Pilar era lo que podríamos decir una
mujer correcta. Trabajaba de secretaria en una empresa que gozaba de mucho
prestigio. Su vida transcurría sin grandes cambios: de 9 a 13, trabajaba; por
las tardes, lectura, o algún paseo por la orilla de la mar que tanto le hacía
soñar. Algún fin de semana salía con dos amigas que, como ella, permanecían
solteras y sin ataduras familiares, se tomaban un café y planeaban un viaje que nunca acababa
de llegar.
El verano empezaba a dar sus
primeros coletazos y Pilar decidió estrenar ese vestido de lunares que nunca
encontraba ocasión para ponerse; incluso se pintó los labios de rojo.
–¡La verdad –exclamó, mirándose en
el espejo– es que hoy no estoy nada mal!
El motivo es que se celebraba una
cena de empresa a la que acudían todos los empleados. Desde el primer momento,
no pudo apartar los ojos de aquel muchacho moreno y de grandes ojos verdes:
–¡Qué guapo, si parece sacado de un anuncio de
televisión!
A
medida que la noche avanzaba, se empezó a encontrar desplazada y sola, por lo
que salió a los jardines del hotel donde se celebraba la cena, encendió un
cigarrillo y, sin prisa, comenzó a fumar. La noche era estupenda; una de esas
noches en las que no te irías para casa. Una suave música invitaba a bailar.
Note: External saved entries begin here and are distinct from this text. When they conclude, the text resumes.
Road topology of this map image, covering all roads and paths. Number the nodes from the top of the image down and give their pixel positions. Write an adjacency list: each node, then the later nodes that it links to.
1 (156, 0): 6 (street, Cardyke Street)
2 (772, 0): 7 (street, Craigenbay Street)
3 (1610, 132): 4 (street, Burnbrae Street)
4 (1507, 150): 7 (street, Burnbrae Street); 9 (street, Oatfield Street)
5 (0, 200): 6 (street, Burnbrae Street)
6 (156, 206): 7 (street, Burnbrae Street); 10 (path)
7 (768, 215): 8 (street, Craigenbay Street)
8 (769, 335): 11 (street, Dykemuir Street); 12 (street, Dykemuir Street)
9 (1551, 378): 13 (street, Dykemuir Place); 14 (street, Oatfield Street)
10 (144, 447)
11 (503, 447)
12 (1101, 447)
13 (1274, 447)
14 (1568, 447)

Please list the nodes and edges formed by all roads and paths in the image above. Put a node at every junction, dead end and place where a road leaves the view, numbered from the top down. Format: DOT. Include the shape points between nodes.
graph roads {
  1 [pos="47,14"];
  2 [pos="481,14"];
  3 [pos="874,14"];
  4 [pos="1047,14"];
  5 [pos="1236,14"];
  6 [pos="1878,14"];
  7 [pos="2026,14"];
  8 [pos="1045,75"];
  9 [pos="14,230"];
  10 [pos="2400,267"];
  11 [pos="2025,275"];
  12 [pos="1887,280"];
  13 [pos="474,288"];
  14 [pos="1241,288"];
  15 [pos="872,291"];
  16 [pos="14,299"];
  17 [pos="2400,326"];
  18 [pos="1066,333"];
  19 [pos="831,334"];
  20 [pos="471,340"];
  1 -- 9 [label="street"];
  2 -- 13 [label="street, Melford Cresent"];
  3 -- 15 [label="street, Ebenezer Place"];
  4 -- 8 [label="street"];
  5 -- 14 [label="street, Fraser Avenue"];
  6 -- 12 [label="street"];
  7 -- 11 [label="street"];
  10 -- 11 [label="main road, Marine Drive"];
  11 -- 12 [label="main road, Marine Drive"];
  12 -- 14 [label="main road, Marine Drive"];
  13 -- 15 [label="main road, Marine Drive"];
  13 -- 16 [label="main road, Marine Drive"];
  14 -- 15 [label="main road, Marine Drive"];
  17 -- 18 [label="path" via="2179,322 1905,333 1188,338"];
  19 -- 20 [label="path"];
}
Notó que alguien tocaba con suavidad su espalda:
–¿Me
concede usted este baile?
No
me lo podía creer. Era el muchacho guapo sacándome, ¡a mí!, a bailar. Mi cara
debía de ser todo un poema, pero me encontré en sus brazos, y no creo que
Cenicienta se sintiera mejor en su baile.
Hablamos
sin parar. Acababa de mudarse al pueblo, pues era donde la empresa le había
destinado. Me comentó que estaba encantado, porque estaba harto de la ciudad.
Quedamos unas cuantas veces, haciéndome sentir la mujer más dichosa del mundo.
Mi suerte, referente al amor, había cambiado. Era feliz.
Los
rayos del sol de la mañana entraron en mi habitación. Había olvidado la ventana
abierta. Estaba vestida, tumbada sobre la cama, con muchas ganas de vomitar, y
todo me daba vueltas. Pero, de repente, una bombilla se encendió en mi cabeza.
Aquella copa, mezcla de champán con no sé qué, me hizo coger una cogorza que lo
único que tuvo de positivo es que me hizo vivir un sueño de una noche de verano
que, sin ella –la cogorza–, no hubiera sido posible.